Photo of Rushanara Ali Rushanara Ali Labour, Bethnal Green and Bow

With this it will be convenient to discuss the following:

Clauses 146 to 154 stand part.

Clause 169 stand part.

Photo of Paul Scully Paul Scully Parliamentary Under Secretary of State (Department for Science, Innovation and Technology)

Clauses 145 to 154 restate and update provisions in part 8 of the Enterprise Act 2002. They empower consumer enforcers to apply for, and the civil courts to make, court orders to prevent or stop infringing practices.

Clause 145 provides enforcers with the power to apply to court for an enforcement order or an interim enforcement order. An application may be made where a person has engaged in, is engaging in or is likely to engage in an infringing practice, or is an accessory to such a practice. The clause also gives public designated enforcers a new power to apply for the imposition of a monetary penalty for past or continuing infringing practices.

Clause 146 maintains the CMA’s leadership and co-ordination role by empowering it to give directions to other enforcers regarding who can make an application to court.

To ensure applications to court are made only when necessary, clause 147 requires enforcers to engage in appropriate consultation with the suspected infringing party or accessory before making an application for an enforcement order or interim enforcement order.

Clause 148 empowers the court, in response to an application under clause 145, to make an enforcement order against a person it finds has engaged, is engaging or is likely to engage in an infringing practice or is an accessory to such. As an alternative to making an order, the court may accept an undertaking from the infringer or accessory. Orders or undertakings must direct the subject to achieve compliance with the law.

Clause 149 gives the court a discretionary power to include enhanced consumer measures that it considers to be just, reasonable and proportionate in an enforcement order or an undertaking. Enhanced consumer measures, which are defined in clause 213, are steps an infringer or accessory may be required to take to provide redress to affected consumers, ensure compliance with the law, or offer consumers more effective choice. They are vital to ensuring that consumers are compensated and that infringements are remedied.

Clause 150 gives the court a new power to impose a monetary penalty of up to £300,000 or 10% of the recipient’s global turnover—whichever is higher—for past or continuing infringing practices. This provision is at the heart of the Bill’s reforms to consumer protection. It is imperative that there are consequences for breaking UK consumer law to signal that illegal practices will not be tolerated. Recognising that these penalties may be significant, the clause gives the recipient the right to appeal the decision to impose the penalty, its nature or the amount on the merits, in addition to their existing appeal rights.

Clause 151 empowers the court to make an interim enforcement order or accept an undertaking against a suspected infringer or accessory. To exercise the power, the court must consider it expedient that the infringing practice is prohibited or prevented immediately, and a final order must be likely to be granted.

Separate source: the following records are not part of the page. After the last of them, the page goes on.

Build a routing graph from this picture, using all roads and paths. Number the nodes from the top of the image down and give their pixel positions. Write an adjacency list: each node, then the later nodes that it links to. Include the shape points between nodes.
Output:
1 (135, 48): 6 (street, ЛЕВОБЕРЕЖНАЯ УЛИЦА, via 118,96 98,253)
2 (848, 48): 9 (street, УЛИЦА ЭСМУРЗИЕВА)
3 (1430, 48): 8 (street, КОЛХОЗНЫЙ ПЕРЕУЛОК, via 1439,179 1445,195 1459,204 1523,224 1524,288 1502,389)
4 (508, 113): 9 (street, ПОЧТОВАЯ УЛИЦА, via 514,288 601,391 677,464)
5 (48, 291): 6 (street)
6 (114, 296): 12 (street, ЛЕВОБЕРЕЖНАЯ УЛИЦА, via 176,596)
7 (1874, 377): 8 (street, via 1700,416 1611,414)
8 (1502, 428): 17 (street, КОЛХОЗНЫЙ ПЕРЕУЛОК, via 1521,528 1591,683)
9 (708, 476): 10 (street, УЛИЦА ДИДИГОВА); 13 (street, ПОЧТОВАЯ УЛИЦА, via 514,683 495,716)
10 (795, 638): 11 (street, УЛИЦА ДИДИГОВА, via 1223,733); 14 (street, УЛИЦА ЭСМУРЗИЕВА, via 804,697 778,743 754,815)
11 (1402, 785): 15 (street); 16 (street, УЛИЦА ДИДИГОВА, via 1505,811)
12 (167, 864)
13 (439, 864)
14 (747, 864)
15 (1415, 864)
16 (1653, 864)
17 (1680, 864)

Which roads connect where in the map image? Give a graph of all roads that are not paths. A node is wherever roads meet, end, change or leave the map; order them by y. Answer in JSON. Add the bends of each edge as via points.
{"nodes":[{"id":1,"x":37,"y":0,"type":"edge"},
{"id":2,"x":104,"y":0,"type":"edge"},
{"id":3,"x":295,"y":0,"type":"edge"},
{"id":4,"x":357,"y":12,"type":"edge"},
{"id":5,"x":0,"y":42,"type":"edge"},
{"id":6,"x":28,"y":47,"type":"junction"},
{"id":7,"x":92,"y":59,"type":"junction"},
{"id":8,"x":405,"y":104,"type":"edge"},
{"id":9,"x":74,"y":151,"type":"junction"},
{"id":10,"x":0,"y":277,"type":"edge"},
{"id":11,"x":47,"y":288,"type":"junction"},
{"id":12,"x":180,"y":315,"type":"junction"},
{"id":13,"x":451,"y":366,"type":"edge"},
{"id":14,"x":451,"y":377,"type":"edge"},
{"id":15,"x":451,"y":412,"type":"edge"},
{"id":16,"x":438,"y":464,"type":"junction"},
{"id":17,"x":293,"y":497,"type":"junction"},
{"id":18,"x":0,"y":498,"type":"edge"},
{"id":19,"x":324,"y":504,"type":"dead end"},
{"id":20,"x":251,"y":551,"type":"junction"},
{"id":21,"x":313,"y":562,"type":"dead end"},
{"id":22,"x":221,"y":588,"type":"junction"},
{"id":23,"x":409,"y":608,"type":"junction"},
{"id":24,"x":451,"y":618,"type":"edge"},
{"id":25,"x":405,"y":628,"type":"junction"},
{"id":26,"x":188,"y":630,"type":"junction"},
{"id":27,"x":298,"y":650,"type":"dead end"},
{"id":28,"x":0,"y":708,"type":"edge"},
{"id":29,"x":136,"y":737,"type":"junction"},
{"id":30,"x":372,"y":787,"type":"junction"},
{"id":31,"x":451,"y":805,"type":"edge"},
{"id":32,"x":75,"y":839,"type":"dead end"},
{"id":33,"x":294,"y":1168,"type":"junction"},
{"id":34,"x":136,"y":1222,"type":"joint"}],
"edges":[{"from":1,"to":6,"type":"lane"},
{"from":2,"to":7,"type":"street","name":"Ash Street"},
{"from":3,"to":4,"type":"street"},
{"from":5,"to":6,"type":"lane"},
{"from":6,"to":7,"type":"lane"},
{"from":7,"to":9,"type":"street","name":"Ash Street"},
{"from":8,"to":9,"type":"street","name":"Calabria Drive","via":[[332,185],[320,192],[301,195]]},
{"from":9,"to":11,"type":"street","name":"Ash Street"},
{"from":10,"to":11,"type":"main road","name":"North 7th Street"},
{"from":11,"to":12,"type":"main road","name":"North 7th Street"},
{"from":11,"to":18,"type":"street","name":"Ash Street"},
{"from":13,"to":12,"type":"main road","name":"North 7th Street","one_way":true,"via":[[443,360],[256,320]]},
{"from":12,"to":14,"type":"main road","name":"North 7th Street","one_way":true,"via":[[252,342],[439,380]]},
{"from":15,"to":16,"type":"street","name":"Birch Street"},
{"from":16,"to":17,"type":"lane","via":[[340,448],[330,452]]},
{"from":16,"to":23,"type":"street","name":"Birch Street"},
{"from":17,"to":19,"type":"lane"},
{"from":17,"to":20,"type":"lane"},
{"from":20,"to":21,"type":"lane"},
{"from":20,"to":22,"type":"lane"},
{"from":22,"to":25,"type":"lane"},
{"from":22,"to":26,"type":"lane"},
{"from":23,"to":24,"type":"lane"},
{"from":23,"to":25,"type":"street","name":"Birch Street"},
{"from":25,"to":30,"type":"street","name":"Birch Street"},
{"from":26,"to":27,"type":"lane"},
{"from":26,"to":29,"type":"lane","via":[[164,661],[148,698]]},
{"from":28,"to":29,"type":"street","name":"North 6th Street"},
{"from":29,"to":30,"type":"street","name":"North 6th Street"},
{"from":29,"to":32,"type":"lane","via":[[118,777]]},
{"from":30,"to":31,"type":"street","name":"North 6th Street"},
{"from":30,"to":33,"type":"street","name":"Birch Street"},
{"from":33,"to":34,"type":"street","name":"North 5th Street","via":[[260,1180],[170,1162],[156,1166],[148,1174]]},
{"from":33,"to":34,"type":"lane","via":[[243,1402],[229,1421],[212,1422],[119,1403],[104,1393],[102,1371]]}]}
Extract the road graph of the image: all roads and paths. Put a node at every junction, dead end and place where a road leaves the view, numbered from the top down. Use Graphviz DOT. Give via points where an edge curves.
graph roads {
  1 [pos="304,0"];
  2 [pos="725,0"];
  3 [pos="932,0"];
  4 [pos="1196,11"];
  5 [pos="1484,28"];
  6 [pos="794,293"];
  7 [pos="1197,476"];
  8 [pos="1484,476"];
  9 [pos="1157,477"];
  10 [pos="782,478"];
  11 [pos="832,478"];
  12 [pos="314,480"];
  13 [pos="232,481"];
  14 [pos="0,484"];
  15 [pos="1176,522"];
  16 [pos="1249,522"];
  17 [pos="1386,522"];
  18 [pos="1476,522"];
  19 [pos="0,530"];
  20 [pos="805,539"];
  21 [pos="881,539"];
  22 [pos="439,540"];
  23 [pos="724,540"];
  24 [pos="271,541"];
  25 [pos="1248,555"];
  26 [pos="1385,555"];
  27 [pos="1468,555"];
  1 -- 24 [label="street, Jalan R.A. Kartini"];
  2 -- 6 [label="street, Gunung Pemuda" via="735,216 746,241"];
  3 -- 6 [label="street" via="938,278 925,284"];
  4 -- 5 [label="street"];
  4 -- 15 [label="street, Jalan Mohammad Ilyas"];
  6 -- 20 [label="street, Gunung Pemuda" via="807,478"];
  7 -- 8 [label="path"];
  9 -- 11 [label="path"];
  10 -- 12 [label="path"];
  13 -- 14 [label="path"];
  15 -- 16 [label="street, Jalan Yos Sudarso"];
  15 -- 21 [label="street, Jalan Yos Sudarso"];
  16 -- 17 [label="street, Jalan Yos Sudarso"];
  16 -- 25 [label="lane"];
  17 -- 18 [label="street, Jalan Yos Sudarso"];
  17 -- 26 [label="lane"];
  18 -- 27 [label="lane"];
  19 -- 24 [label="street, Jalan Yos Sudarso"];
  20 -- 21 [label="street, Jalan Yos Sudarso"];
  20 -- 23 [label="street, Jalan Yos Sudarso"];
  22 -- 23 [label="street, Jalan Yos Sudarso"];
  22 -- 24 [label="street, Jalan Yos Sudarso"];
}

Clause 152 gives the CMA the power to apply to court for an online interface order, or an interim online interface order. It can do that where it considers a person has engaged in, is engaging in, or is likely to engage in, an infringing practice. The reach of online traders and the complexity of the online marketplace has increased. That makes it more critical than ever that the CMA has the power to apply to the court to address infringing content online.

Clause 153 provides for courts to make online interface orders to require changes to online content and interfaces. This could include content removal, displaying warnings, restricting access or deleting a domain name. These powers are available only when the order is necessary to avoid the risk of serious harm to the collective interests of consumers and when there are no other available means within this chapter that would be wholly effective in stopping the infringement.

Clause 154 empowers the court to make interim online interface orders where it is expedient that the infringing practice is stopped or prohibited immediately and a final online interface order would be likely to be granted.

Clause 169 sets out two conditions that must be met before enhanced consumer measures can be included: in an undertaking given to a private designated enforcer, or in an undertaking given to the court or an order made by the court following an application by a private designated enforcer. The clause provides the framework to ensure that where enhanced consumer measures are used by private designated enforcers, it is done appropriately and with the end goal of solely benefiting consumers.

Photo of Seema Malhotra Seema Malhotra Shadow Minister (Business, Energy and Industrial Strategy) 2:45, 27 June 2023

I have already made some remarks on Clause 145, but I will just echo my final question. I asked the Minister about the power for public designated enforcers to apply for the imposition of a monetary penalty and why that power has been withheld from private designated enforcers. Clause 146 refers to CMA directions to other enforcers. As the Minister has outlined, the clause introduces provisions such that if an enforcer other than the CMA seeks similar action on applying for an enforcement order for a particular infringement, it may direct which enforcer can make the application. That could lead to, for example, the CMA directing that an application for an order can be made only by itself.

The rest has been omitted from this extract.